FARMINGTON HILLS, MI – German powertrain component specialist Mahle is growing its presence in the turbocharger market, expanding in North America, extending into thermal management with its 51% stake in Behr and now sees an opportunity in delivering fully assembled engines.

The supplier has a contract with an auto maker to redesign an existing engine and integrate turbocharging and eventually manufacture the powerplant, Mahle Chairman Heinz Junker tells WardsAuto at the dedication of the supplier’s expanded North American technical center here.

“It will be the engine for a specific model of one of our customers,” Junker says, adding that the work will be done at a Mahle plant in the U.K.

Assembling high-volume engines requires significant investment in equipment and automation. But Junker says Mahle needs fewer machines because it can build up to 15,000 engines annually mostly by hand.

“It’s pretty much like assembling the (Chevrolet) Corvette engine or a similar process,” he says, referring to General Motors’s Performance Build Center in Wixom, MI.

Mahle already makes about 15,000 previous-generation Volkswagen 2.0L TSI gasoline direct-injection engines used in certain SEAT and Skoda models, Junker says.

Mahle ranks among the world’s top suppliers for pistons, assembled camshafts and cylinder and valvetrain components such as bearings and valves. For all the other necessary parts, Mahle relies on the same suppliers as specified by the auto maker customer.

“We do basically some of the machining operations and the final assembly,” Junker says.

Despite the cache that goes along with building complete engines, the executive says the company’s future does not depend on it.

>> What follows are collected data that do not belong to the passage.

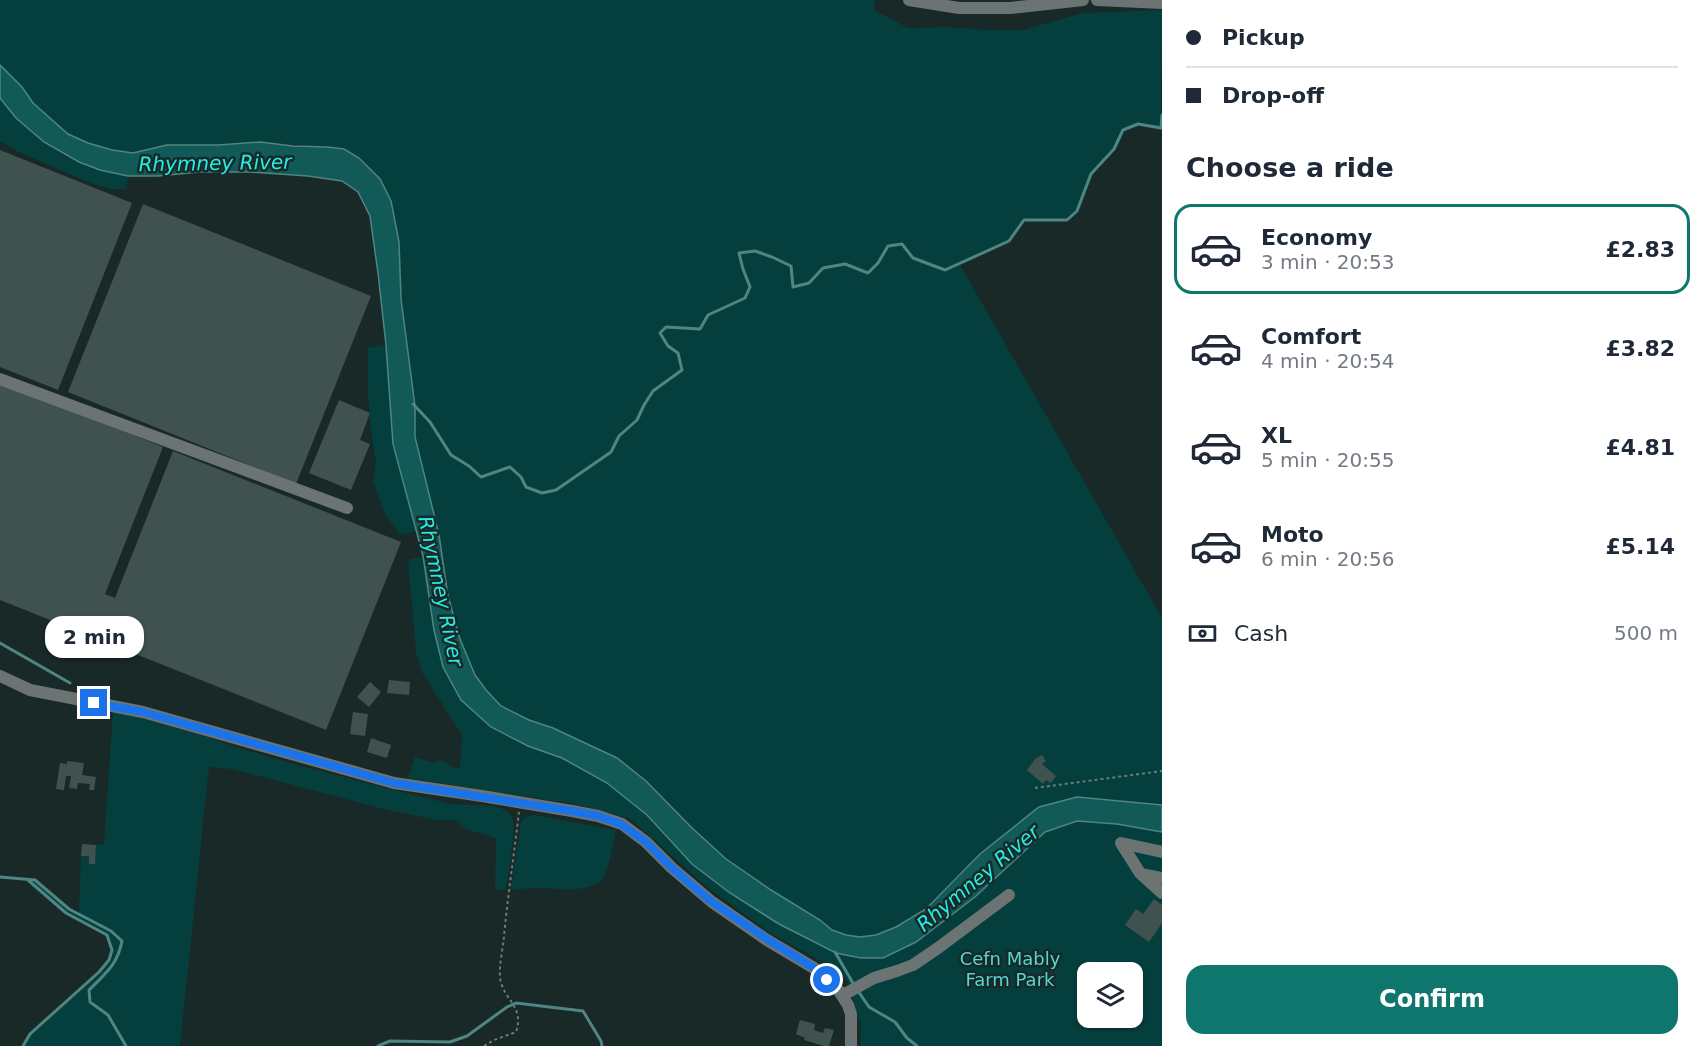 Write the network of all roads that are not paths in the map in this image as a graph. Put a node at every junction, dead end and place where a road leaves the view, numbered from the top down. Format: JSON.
{"nodes":[{"id":1,"x":909,"y":0,"type":"edge"},
{"id":2,"x":1083,"y":0,"type":"edge"},
{"id":3,"x":1097,"y":0,"type":"edge"},
{"id":4,"x":1162,"y":3,"type":"edge"},
{"id":5,"x":0,"y":379,"type":"edge"},
{"id":6,"x":347,"y":508,"type":"dead end"},
{"id":7,"x":0,"y":676,"type":"edge"},
{"id":8,"x":1162,"y":852,"type":"edge"},
{"id":9,"x":1140,"y":873,"type":"junction"},
{"id":10,"x":1162,"y":878,"type":"edge"},
{"id":11,"x":1162,"y":893,"type":"edge"},
{"id":12,"x":1009,"y":895,"type":"dead end"},
{"id":13,"x":843,"y":995,"type":"junction"},
{"id":14,"x":851,"y":1046,"type":"edge"}],
"edges":[{"from":1,"to":2,"type":"street"},
{"from":3,"to":4,"type":"street"},
{"from":5,"to":6,"type":"street"},
{"from":7,"to":13,"type":"street"},
{"from":8,"to":9,"type":"street"},
{"from":9,"to":10,"type":"street"},
{"from":9,"to":11,"type":"street"},
{"from":12,"to":13,"type":"street"},
{"from":13,"to":14,"type":"street"}]} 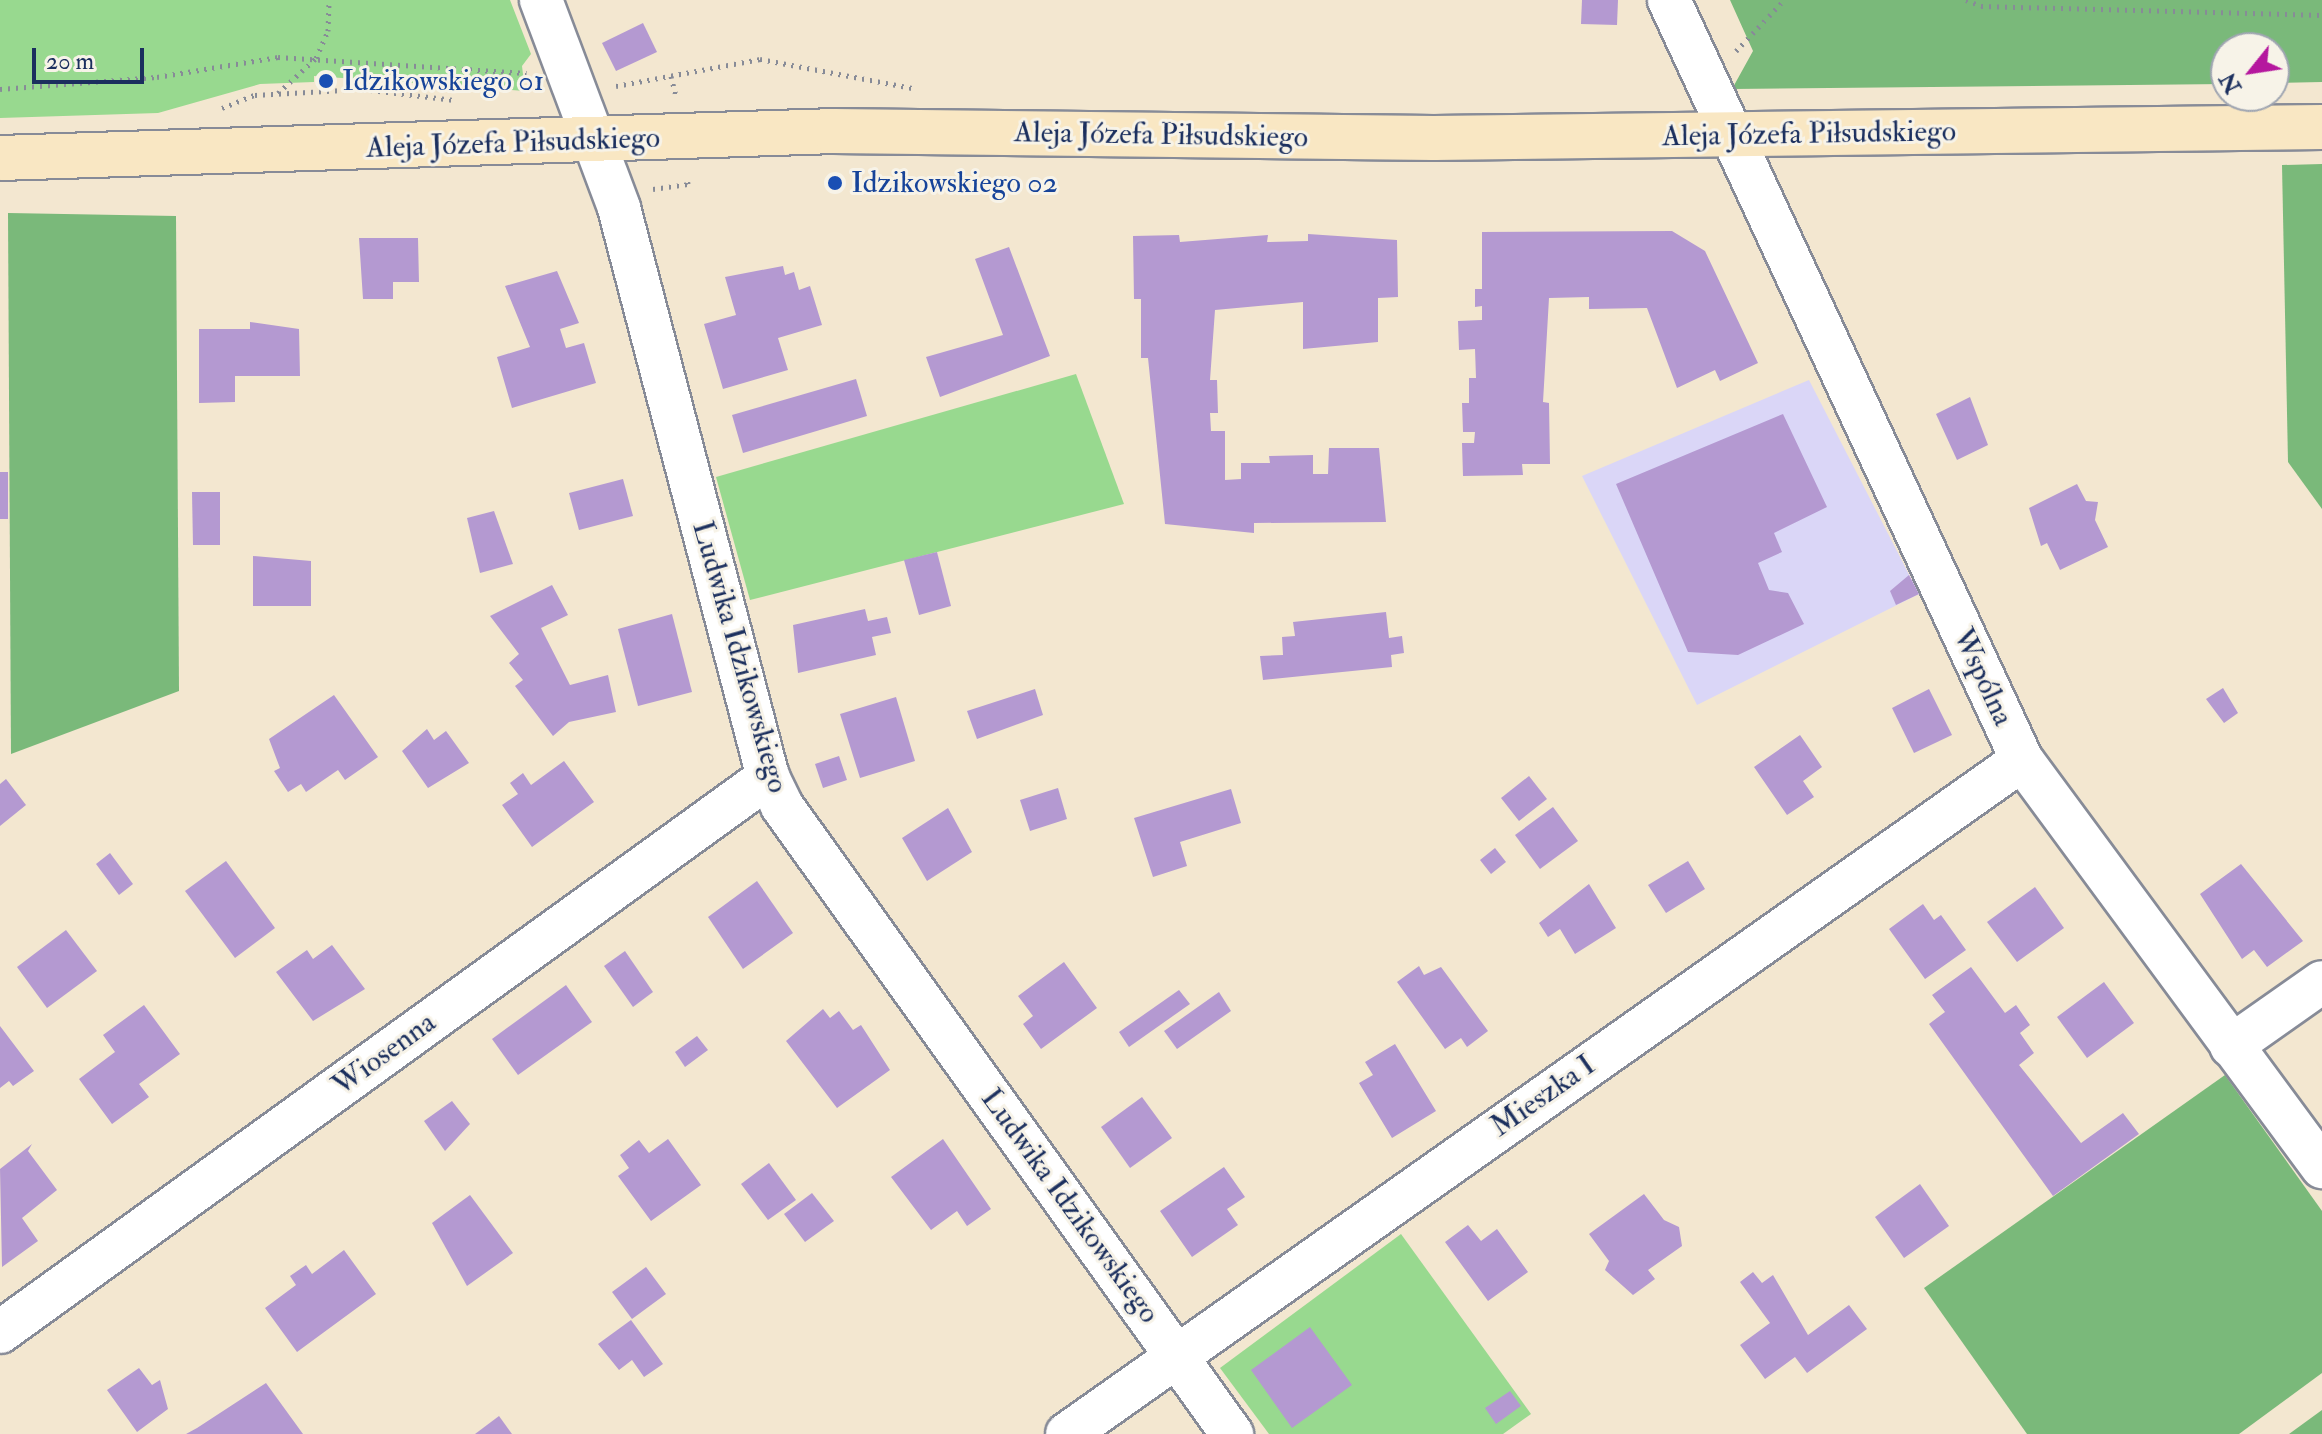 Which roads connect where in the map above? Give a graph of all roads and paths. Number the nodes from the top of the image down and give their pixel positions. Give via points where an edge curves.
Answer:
1 (329, 0) edge
2 (541, 0) edge
3 (1669, 0) edge
4 (1784, 0) edge
5 (1966, 0) edge
6 (2322, 15) edge
7 (316, 58) junction
8 (539, 72) dead end
9 (0, 89) edge
10 (277, 94) dead end
11 (1721, 118) junction
12 (2322, 127) edge
13 (596, 142) junction
14 (0, 158) edge
15 (2022, 760) junction
16 (768, 777) junction
17 (2322, 982) edge
18 (2231, 1046) junction
19 (2322, 1167) edge
20 (0, 1332) edge
21 (1176, 1354) junction
22 (1067, 1434) edge
23 (1232, 1434) edge

1 - 7 path
2 - 13 street, Ludwika Idzikowskiego
3 - 11 street, Wspólna
4 - 11 path via 1728,61
5 - 6 path
7 - 8 path
7 - 9 path via 242,60 157,77
7 - 10 path
11 - 12 main road, Aleja Józefa Piłsudskiego
11 - 13 main road, Aleja Józefa Piłsudskiego via 834,131
11 - 15 street, Wspólna
13 - 14 main road, Aleja Józefa Piłsudskiego
13 - 16 street, Ludwika Idzikowskiego
15 - 18 street, Wspólna
15 - 21 street, Mieszka I
16 - 20 street, Wiosenna
16 - 21 street, Ludwika Idzikowskiego
17 - 18 street
18 - 19 street, Wspólna
21 - 22 street, Mieszka I
21 - 23 street, Ludwika Idzikowskiego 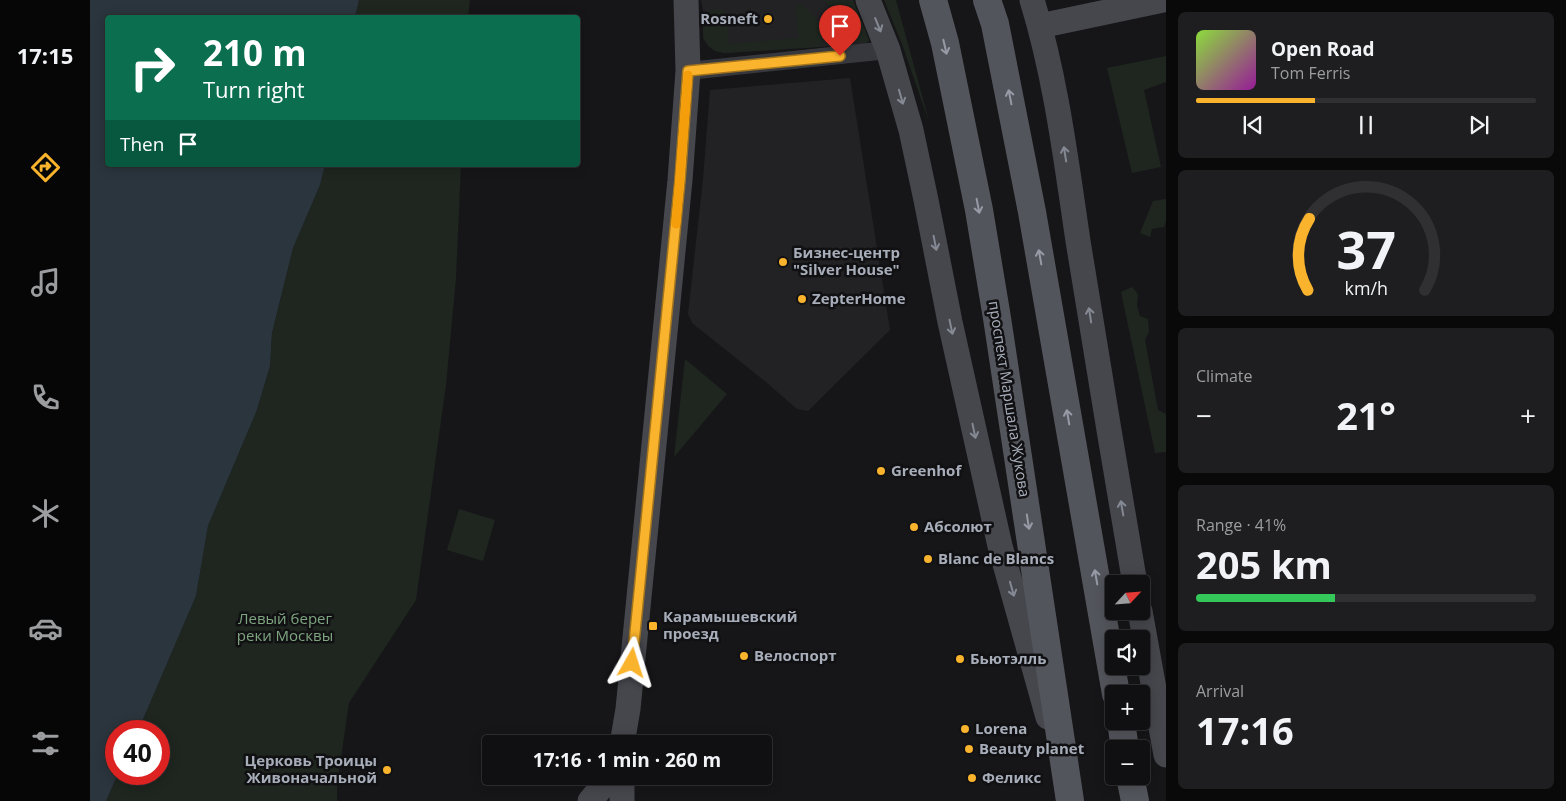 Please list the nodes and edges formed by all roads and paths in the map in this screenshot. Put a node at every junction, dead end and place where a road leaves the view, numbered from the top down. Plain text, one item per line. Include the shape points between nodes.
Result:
1 (686, 0) edge
2 (868, 0) edge
3 (933, 0) edge
4 (988, 0) edge
5 (1032, 0) edge
6 (1163, 0) edge
7 (1040, 26) junction
8 (888, 50) junction
9 (688, 71) junction
10 (1133, 575) edge
11 (1142, 620) edge
12 (1114, 685) edge
13 (623, 735) edge
14 (1166, 754) edge
15 (622, 785) edge
16 (1132, 785) edge
17 (1070, 799) edge
18 (622, 801) edge
19 (1135, 801) edge

1 - 9 main road
2 -> 8 main road
3 -> 17 main road, проспект Маршала Жукова via 945,43 979,210
12 -> 4 main road via 1032,212
5 - 7 main road
6 - 7 main road
10 -> 7 main road via 1055,94
8 - 9 street
8 -> 17 main road via 911,130 1000,546
9 - 13 main road via 679,190
11 - 14 main road
15 - 18 main road
16 - 19 main road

“I would say this is one business opportunity which is somewhat unique for Mahle because we can do the design, the manufacturing, the assembly. But I think it will stay for the foreseeable future a core business of our customers,” he says. “And we do not want to compete with our customers.”

For instance, Mahle displays here a European VW Passat wagon billed as the Downsizing Demonstrator Vehicle, equipped with the supplier’s 161-hp 1.2L direct-injection gasoline 3-cyl. engine that is some 25% more fuel-efficient than the factory-installed 1.8L 4-cyl. unit.

“We have been asked, ‘When will you go into production with this engine?’ and we say, ‘No, this is a demonstrator engine.’ It is not our intention that this is a production engine,” Junker says.

Mahle also assembles about 80,000 complete cylinder heads a year. In 2005, when the supplier last expanded the tech center here, Junker told WardsAuto there was significant demand from auto makers for supplier-built cylinder-head modules.

Today, he says that market barely materialized.

“It did not work out the way we expected, because at that time everybody was talking about modules and systems supply,” Junker says.

But then the vehicle market tanked in 2008 and 2009, and auto makers began pulling work in-house to keep plant workers on the job.

He sees this trend potentially turning yet again. “There are some parts where it doesn’t make sense to do them in-house,” Junker says. “So many of our customers would like to outsource, but they cannot outsource because they need to keep the jobs.”

At the tech center here, Mahle invests $20 million to consolidate four operations previously located nearby in Novi and Ann Arbor. The campus now employs 400 people, up from 160 previously.

Still to be decided is whether Mahle’s newly acquired majority stake in Behr will result in staff transfers here. Behr has a world-class technical center in Troy, MI, that is reasonably new.

The acquisition is awaiting the last antitrust approval in China, which Junker hopes will come in September.

With 38 production locations worldwide, Behr adds 17,300 employees to Mahle’s current headcount of 48,000. Mahle’s global sales in 2012 were E6.2 billion ($7.9 billion).

Mahle opened its first U.S. plant in Morristown, TN, in 1978 and now operates 22 production sites in North America, plus the five Behr plants joining the organization.

Mahle will expand the Morristown facility next year to add production of assembled camshafts for two passenger-car customers in the U.S., Junker says.

The supplier entered the booming market for turbochargers by way of a 50-50 joint venture with Bosch that started in 2008. The JV supplies VW with turbochargers for 1.2L and 2.0L engines. Late next year, GM will source turbochargers from the JV, followed by BMW for various engine types.

Finished turbochargers come from a Mahle plant in St. Michael, Austria, but Junker says the JV is building a new assembly plant in China.

The automotive components business was severely challenged five years ago in North America, but Junker is convinced Mahle made the right decision to weather the storm.

“We believe in this region and stayed here through hell and high water to continue serving our customers,” he says. “We did not fire our employees. It is our plan to stay here for many years to come.”